● **TASK TO COMPLETE**
Check each line of the entries. Copy the ones that contain the string "KRALJA".

● **DATASET EXTRACT**
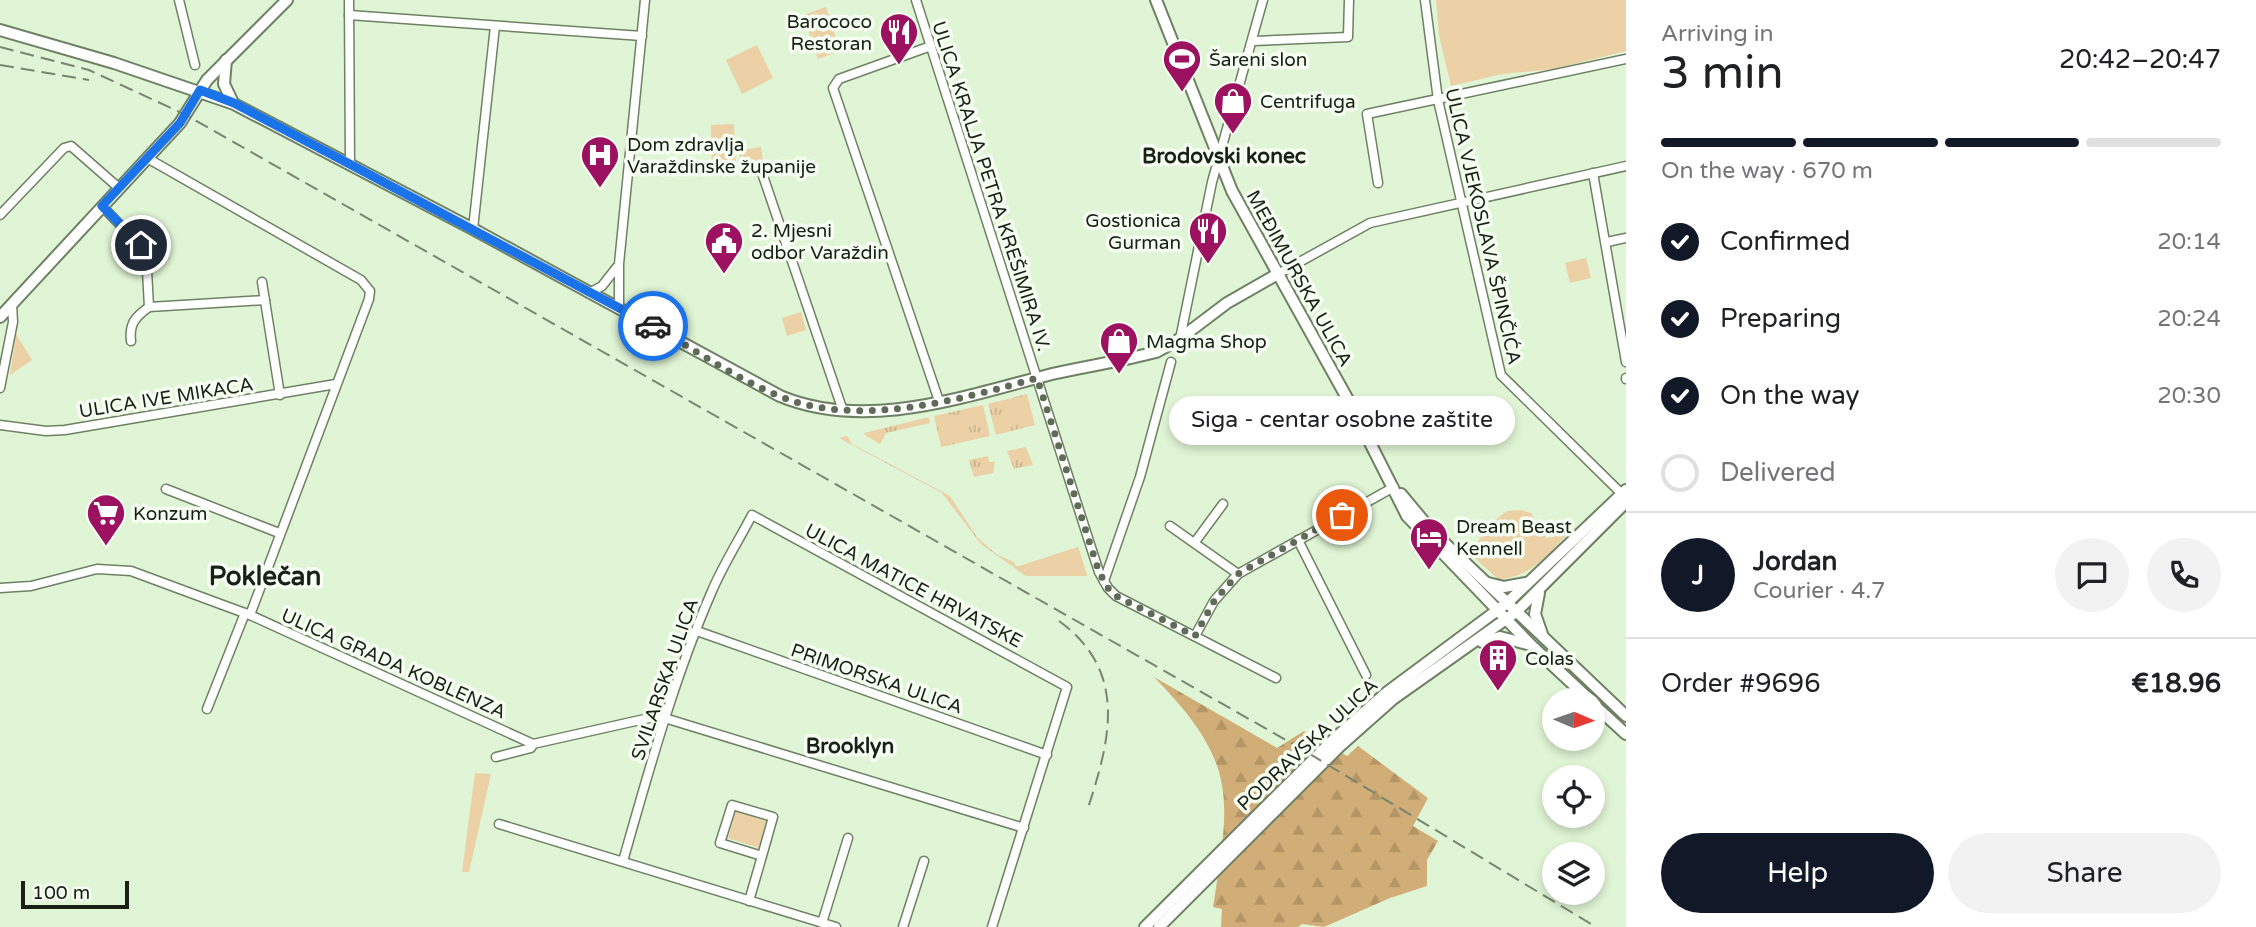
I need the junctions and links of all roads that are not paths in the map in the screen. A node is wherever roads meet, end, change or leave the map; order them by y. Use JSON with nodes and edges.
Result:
{"nodes":[{"id":1,"x":179,"y":0,"type":"edge"},
{"id":2,"x":287,"y":0,"type":"edge"},
{"id":3,"x":349,"y":0,"type":"edge"},
{"id":4,"x":645,"y":0,"type":"edge"},
{"id":5,"x":916,"y":0,"type":"edge"},
{"id":6,"x":1156,"y":0,"type":"edge"},
{"id":7,"x":1263,"y":0,"type":"edge"},
{"id":8,"x":1349,"y":0,"type":"edge"},
{"id":9,"x":1425,"y":0,"type":"edge"},
{"id":10,"x":349,"y":15,"type":"junction"},
{"id":11,"x":495,"y":26,"type":"junction"},
{"id":12,"x":0,"y":30,"type":"edge"},
{"id":13,"x":642,"y":36,"type":"junction"},
{"id":14,"x":1254,"y":41,"type":"junction"},
{"id":15,"x":930,"y":46,"type":"junction"},
{"id":16,"x":226,"y":60,"type":"junction"},
{"id":17,"x":1626,"y":60,"type":"edge"},
{"id":18,"x":195,"y":65,"type":"dead end"},
{"id":19,"x":200,"y":90,"type":"junction"},
{"id":20,"x":1438,"y":100,"type":"junction"},
{"id":21,"x":234,"y":103,"type":"junction"},
{"id":22,"x":147,"y":158,"type":"junction"},
{"id":23,"x":1219,"y":158,"type":"junction"},
{"id":24,"x":350,"y":164,"type":"junction"},
{"id":25,"x":1626,"y":166,"type":"edge"},
{"id":26,"x":760,"y":167,"type":"dead end"},
{"id":27,"x":1593,"y":173,"type":"junction"},
{"id":28,"x":1378,"y":183,"type":"dead end"},
{"id":29,"x":119,"y":188,"type":"junction"},
{"id":30,"x":1459,"y":202,"type":"junction"},
{"id":31,"x":102,"y":206,"type":"junction"},
{"id":32,"x":0,"y":215,"type":"edge"},
{"id":33,"x":473,"y":229,"type":"junction"},
{"id":34,"x":1626,"y":238,"type":"edge"},
{"id":35,"x":1607,"y":242,"type":"junction"},
{"id":36,"x":619,"y":264,"type":"junction"},
{"id":37,"x":1276,"y":275,"type":"junction"},
{"id":38,"x":261,"y":282,"type":"dead end"},
{"id":39,"x":591,"y":292,"type":"junction"},
{"id":40,"x":265,"y":300,"type":"junction"},
{"id":41,"x":12,"y":304,"type":"junction"},
{"id":42,"x":149,"y":307,"type":"junction"},
{"id":43,"x":619,"y":308,"type":"junction"},
{"id":44,"x":0,"y":317,"type":"edge"},
{"id":45,"x":1180,"y":339,"type":"junction"},
{"id":46,"x":131,"y":341,"type":"dead end"},
{"id":47,"x":1171,"y":362,"type":"dead end"},
{"id":48,"x":1626,"y":362,"type":"edge"},
{"id":49,"x":1037,"y":378,"type":"junction"},
{"id":50,"x":336,"y":384,"type":"junction"},
{"id":51,"x":0,"y":388,"type":"edge"},
{"id":52,"x":280,"y":395,"type":"junction"},
{"id":53,"x":939,"y":401,"type":"junction"},
{"id":54,"x":843,"y":411,"type":"junction"},
{"id":55,"x":0,"y":425,"type":"edge"},
{"id":56,"x":1394,"y":487,"type":"junction"},
{"id":57,"x":166,"y":489,"type":"dead end"},
{"id":58,"x":1625,"y":495,"type":"edge"},
{"id":59,"x":1223,"y":504,"type":"dead end"},
{"id":60,"x":752,"y":515,"type":"joint"},
{"id":61,"x":1170,"y":526,"type":"dead end"},
{"id":62,"x":279,"y":533,"type":"junction"},
{"id":63,"x":1298,"y":540,"type":"junction"},
{"id":64,"x":1195,"y":542,"type":"junction"},
{"id":65,"x":1238,"y":574,"type":"junction"},
{"id":66,"x":1532,"y":580,"type":"junction"},
{"id":67,"x":1104,"y":581,"type":"junction"},
{"id":68,"x":1480,"y":585,"type":"junction"},
{"id":69,"x":0,"y":588,"type":"edge"},
{"id":70,"x":1540,"y":590,"type":"junction"},
{"id":71,"x":1502,"y":607,"type":"junction"},
{"id":72,"x":247,"y":614,"type":"junction"},
{"id":73,"x":1511,"y":616,"type":"junction"},
{"id":74,"x":1475,"y":626,"type":"junction"},
{"id":75,"x":696,"y":631,"type":"junction"},
{"id":76,"x":1195,"y":636,"type":"junction"},
{"id":77,"x":1544,"y":640,"type":"junction"},
{"id":78,"x":1475,"y":643,"type":"junction"},
{"id":79,"x":1533,"y":647,"type":"junction"},
{"id":80,"x":1366,"y":675,"type":"dead end"},
{"id":81,"x":1276,"y":678,"type":"dead end"},
{"id":82,"x":1577,"y":688,"type":"edge"},
{"id":83,"x":207,"y":709,"type":"dead end"},
{"id":84,"x":1605,"y":714,"type":"edge"},
{"id":85,"x":1626,"y":716,"type":"edge"},
{"id":86,"x":664,"y":718,"type":"junction"},
{"id":87,"x":1626,"y":734,"type":"edge"},
{"id":88,"x":533,"y":744,"type":"junction"},
{"id":89,"x":1047,"y":755,"type":"junction"},
{"id":90,"x":496,"y":757,"type":"dead end"},
{"id":91,"x":499,"y":824,"type":"dead end"},
{"id":92,"x":1024,"y":828,"type":"junction"},
{"id":93,"x":848,"y":838,"type":"dead end"},
{"id":94,"x":761,"y":856,"type":"junction"},
{"id":95,"x":623,"y":860,"type":"junction"},
{"id":96,"x":923,"y":861,"type":"dead end"},
{"id":97,"x":749,"y":901,"type":"junction"},
{"id":98,"x":822,"y":923,"type":"junction"},
{"id":99,"x":836,"y":927,"type":"edge"},
{"id":100,"x":902,"y":927,"type":"edge"},
{"id":101,"x":992,"y":927,"type":"edge"},
{"id":102,"x":1145,"y":927,"type":"edge"},
{"id":103,"x":1159,"y":927,"type":"edge"}],
"edges":[{"from":1,"to":18,"type":"street"},
{"from":2,"to":16,"type":"main road"},
{"from":3,"to":10,"type":"street"},
{"from":4,"to":13,"type":"street"},
{"from":5,"to":15,"type":"street","name":"ULICA KRALJA PETRA KREŠIMIRA IV."},
{"from":6,"to":23,"type":"main road","name":"MEĐIMURSKA ULICA"},
{"from":7,"to":14,"type":"street"},
{"from":8,"to":14,"type":"street"},
{"from":9,"to":20,"type":"street","name":"ULICA VJEKOSLAVA ŠPINČIĆA"},
{"from":10,"to":11,"type":"street"},
{"from":10,"to":24,"type":"street"},
{"from":11,"to":13,"type":"street"},
{"from":11,"to":33,"type":"street"},
{"from":12,"to":19,"type":"main road"},
{"from":13,"to":36,"type":"street"},
{"from":14,"to":23,"type":"street"},
{"from":15,"to":49,"type":"street","name":"ULICA KRALJA PETRA KREŠIMIRA IV."},
{"from":15,"to":53,"type":"street"},
{"from":16,"to":19,"type":"main road"},
{"from":16,"to":21,"type":"main road"},
{"from":17,"to":20,"type":"street"},
{"from":19,"to":21,"type":"main road"},
{"from":19,"to":22,"type":"main road"},
{"from":20,"to":28,"type":"street"},
{"from":20,"to":30,"type":"street","name":"ULICA VJEKOSLAVA ŠPINČIĆA"},
{"from":21,"to":24,"type":"main road"},
{"from":22,"to":29,"type":"main road"},
{"from":22,"to":50,"type":"street"},
{"from":23,"to":37,"type":"main road","name":"MEĐIMURSKA ULICA"},
{"from":23,"to":45,"type":"street"},
{"from":24,"to":33,"type":"main road"},
{"from":25,"to":27,"type":"street"},
{"from":26,"to":54,"type":"street"},
{"from":27,"to":30,"type":"street"},
{"from":27,"to":35,"type":"street"},
{"from":29,"to":31,"type":"main road"},
{"from":29,"to":32,"type":"street"},
{"from":30,"to":37,"type":"street"},
{"from":30,"to":58,"type":"street","name":"ULICA VJEKOSLAVA ŠPINČIĆA"},
{"from":31,"to":41,"type":"main road"},
{"from":31,"to":42,"type":"street"},
{"from":33,"to":39,"type":"main road"},
{"from":34,"to":35,"type":"street"},
{"from":35,"to":48,"type":"street"},
{"from":36,"to":39,"type":"street"},
{"from":36,"to":43,"type":"street"},
{"from":37,"to":45,"type":"main road"},
{"from":37,"to":56,"type":"main road","name":"MEĐIMURSKA ULICA"},
{"from":38,"to":40,"type":"street"},
{"from":39,"to":43,"type":"main road"},
{"from":40,"to":42,"type":"street"},
{"from":40,"to":52,"type":"street"},
{"from":41,"to":44,"type":"main road"},
{"from":41,"to":51,"type":"street"},
{"from":42,"to":46,"type":"street"},
{"from":43,"to":54,"type":"main road"},
{"from":45,"to":49,"type":"main road"},
{"from":47,"to":67,"type":"street"},
{"from":49,"to":53,"type":"main road"},
{"from":49,"to":67,"type":"street","name":"ULICA KRALJA PETRA KREŠIMIRA IV."},
{"from":50,"to":52,"type":"street","name":"ULICA IVE MIKACA"},
{"from":50,"to":62,"type":"street"},
{"from":52,"to":55,"type":"street","name":"ULICA IVE MIKACA"},
{"from":53,"to":54,"type":"main road"},
{"from":56,"to":63,"type":"street"},
{"from":56,"to":68,"type":"main road","name":"MEĐIMURSKA ULICA"},
{"from":57,"to":62,"type":"street"},
{"from":58,"to":66,"type":"main road","name":"PODRAVSKA ULICA"},
{"from":58,"to":70,"type":"main road","name":"PODRAVSKA ULICA"},
{"from":59,"to":64,"type":"street"},
{"from":60,"to":75,"type":"street","name":"SVILARSKA ULICA"},
{"from":60,"to":89,"type":"street","name":"ULICA MATICE HRVATSKE"},
{"from":61,"to":64,"type":"street"},
{"from":62,"to":72,"type":"street"},
{"from":63,"to":65,"type":"street"},
{"from":63,"to":80,"type":"street"},
{"from":64,"to":65,"type":"street"},
{"from":65,"to":76,"type":"street"},
{"from":66,"to":68,"type":"main road"},
{"from":66,"to":71,"type":"main road","name":"PODRAVSKA ULICA"},
{"from":67,"to":76,"type":"street"},
{"from":68,"to":71,"type":"main road","name":"MEĐIMURSKA ULICA"},
{"from":68,"to":74,"type":"main road"},
{"from":69,"to":72,"type":"street","name":"ULICA GRADA KOBLENZA"},
{"from":70,"to":73,"type":"main road","name":"PODRAVSKA ULICA"},
{"from":70,"to":77,"type":"main road"},
{"from":71,"to":73,"type":"main road","name":"MEĐIMURSKA ULICA"},
{"from":71,"to":74,"type":"main road","name":"PODRAVSKA ULICA"},
{"from":72,"to":83,"type":"street"},
{"from":72,"to":88,"type":"street","name":"ULICA GRADA KOBLENZA"},
{"from":73,"to":77,"type":"main road","name":"MEĐIMURSKA ULICA"},
{"from":73,"to":78,"type":"main road","name":"PODRAVSKA ULICA"},
{"from":73,"to":79,"type":"main road","name":"MEĐIMURSKA ULICA"},
{"from":74,"to":102,"type":"main road","name":"PODRAVSKA ULICA"},
{"from":75,"to":86,"type":"street","name":"SVILARSKA ULICA"},
{"from":75,"to":89,"type":"street","name":"PRIMORSKA ULICA"},
{"from":76,"to":81,"type":"street"},
{"from":77,"to":85,"type":"main road","name":"MEĐIMURSKA ULICA"},
{"from":78,"to":79,"type":"main road"},
{"from":78,"to":103,"type":"main road","name":"PODRAVSKA ULICA"},
{"from":79,"to":82,"type":"main road","name":"MEĐIMURSKA ULICA"},
{"from":84,"to":87,"type":"main road","name":"MEĐIMURSKA ULICA"},
{"from":86,"to":88,"type":"street"},
{"from":86,"to":92,"type":"street"},
{"from":86,"to":95,"type":"street","name":"SVILARSKA ULICA"},
{"from":88,"to":90,"type":"street"},
{"from":89,"to":92,"type":"street"},
{"from":91,"to":95,"type":"street"},
{"from":92,"to":101,"type":"street"},
{"from":93,"to":98,"type":"street"},
{"from":94,"to":94,"type":"street"},
{"from":94,"to":97,"type":"street"},
{"from":95,"to":97,"type":"street"},
{"from":96,"to":100,"type":"street"},
{"from":97,"to":98,"type":"street"},
{"from":98,"to":99,"type":"street"}]}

● **THE ANSWER**
{"from":5,"to":15,"type":"street","name":"ULICA KRALJA PETRA KREŠIMIRA IV."},
{"from":15,"to":49,"type":"street","name":"ULICA KRALJA PETRA KREŠIMIRA IV."},
{"from":49,"to":67,"type":"street","name":"ULICA KRALJA PETRA KREŠIMIRA IV."},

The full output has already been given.